Parameters in the constructor:

A code snippet starting a knowledge agent in the LiteClient application

public void startKnowledgeAgent(String agentName, String groupName, GUED gued, String jasimpaServerName, int jasimpaServerPort) {
      if (agent==null) {
         JasimpaConfiguration configuration= new JasimpaConfiguration();
         try {
            configuration.OurName="ip" + InetAddress.getLocalHost().getHostAddress().toString().replaceAll("\\.","") + agentName;
            System.out.println("OurName: " + configuration.OurName);
         } catch (UnknownHostException e) {
            // TODO Auto-generated catch block
            e.printStackTrace();
         }
         configuration.OurPassword=configuration.OurName+"pwjk";
         configuration.createIfNotExists=true;
   //         configuration.serverHostName="invincible.deit.univpm.it";
         configuration.jasimpaServerHostName=jasimpaServerHostName;
         configuration.jasimpaServerPort=jasimpaServerPort;
         configuration.rdfGrowthServerName=rdfGrowthServerName;
         Class  groupFactory=JasimpaGroupFactory.class;
         agent = new GrowthAgent(
                     agentName,
                     groupFactory,configuration,
                     groupName,
                     gued,
                     sr);   
         System.out.println("user: " + configuration.OurName + " pwd: " + configuration.OurPassword);
         System.out.println("Agent " + agent.getName() + " started on group: " + groupName);
      } 
      if (agent.getState()!=GrowthAgent.STATE_RUNNING) {
         agent.start();
      }      
      
   }

Once the agent has started correctly, you should have your RDF repository syncronized along the topic "described" by the GUED.

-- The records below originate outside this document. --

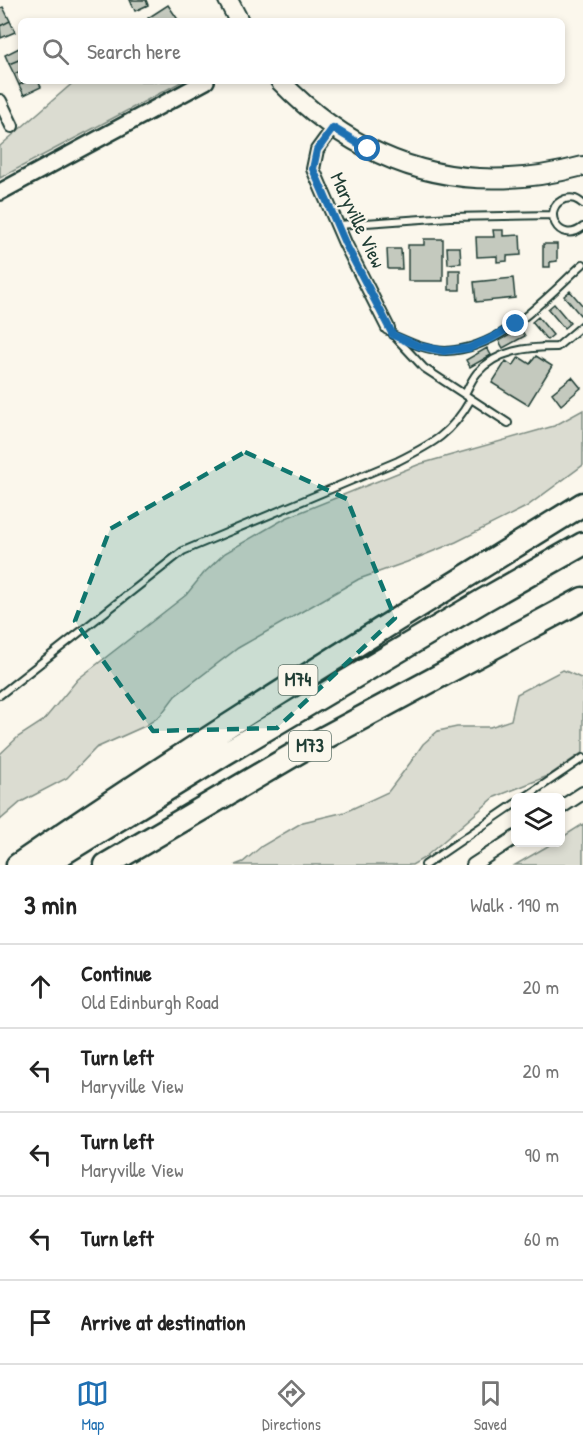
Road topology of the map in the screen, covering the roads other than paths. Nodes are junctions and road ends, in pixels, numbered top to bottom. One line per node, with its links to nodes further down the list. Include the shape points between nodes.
1 (228, 0): 2 (main road)
2 (237, 18)
3 (200, 84): 9 (street)
4 (283, 84): 7 (main road)
5 (0, 101): 6 (street)
6 (12, 126)
7 (333, 128): 8 (main road, via 388,159 453,175 510,179); 12 (street, Maryville View, via 317,150 313,169)
8 (583, 166)
9 (0, 192)
10 (583, 204): 11 (lane, via 574,198 562,200)
11 (553, 215): 12 (lane); 13 (lane, via 564,232 576,232)
12 (338, 225): 16 (street, Maryville View)
13 (583, 227)
14 (583, 264): 16 (lane, via 516,324 469,348 444,351 419,346)
15 (583, 325): 17 (lane, via 557,347 505,352 477,373)
16 (391, 331): 17 (lane, via 424,368)
17 (465, 394): 18 (lane)
18 (471, 399): 19 (lane); 23 (lane, via 459,420 425,448 183,551)
19 (508, 423)
20 (583, 504): 30 (highway, M74, via 299,679)
21 (583, 544): 31 (highway, M74, via 234,748)
22 (583, 601): 32 (highway, M73, via 300,752)
23 (0, 696)
24 (583, 758): 25 (lane)
25 (531, 793)
26 (583, 793): 27 (street)
27 (565, 805)
28 (511, 806): 33 (lane)
29 (511, 840): 34 (street)
30 (18, 865)
31 (44, 865)
32 (106, 865)
33 (425, 865)
34 (473, 865)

Using RDFGrowth in a Servlet Container

Installing RDFGrowth in a servlet container allows it to be controlled over HTTP. First set up a Sesame web installation, see Sesame online user manual.

Once sesame has been put in the webapps dir, use get RDFGrowth-webinst and (Tomcat 5):

If all went well you'll be able to start a RDFGrowth agent just making a call to:

HOSTNAME/sesame/RDFGrowth/startAgent.jsp?repository=repName&name=guedFile_&jserver=jasimpaServerName&jport=jasimpaServerPort.

where

To stop a previously started agent just make an http call to HOSTNAME/sesame/RDFGrowth/stopAgent.jsp?name=guedFile.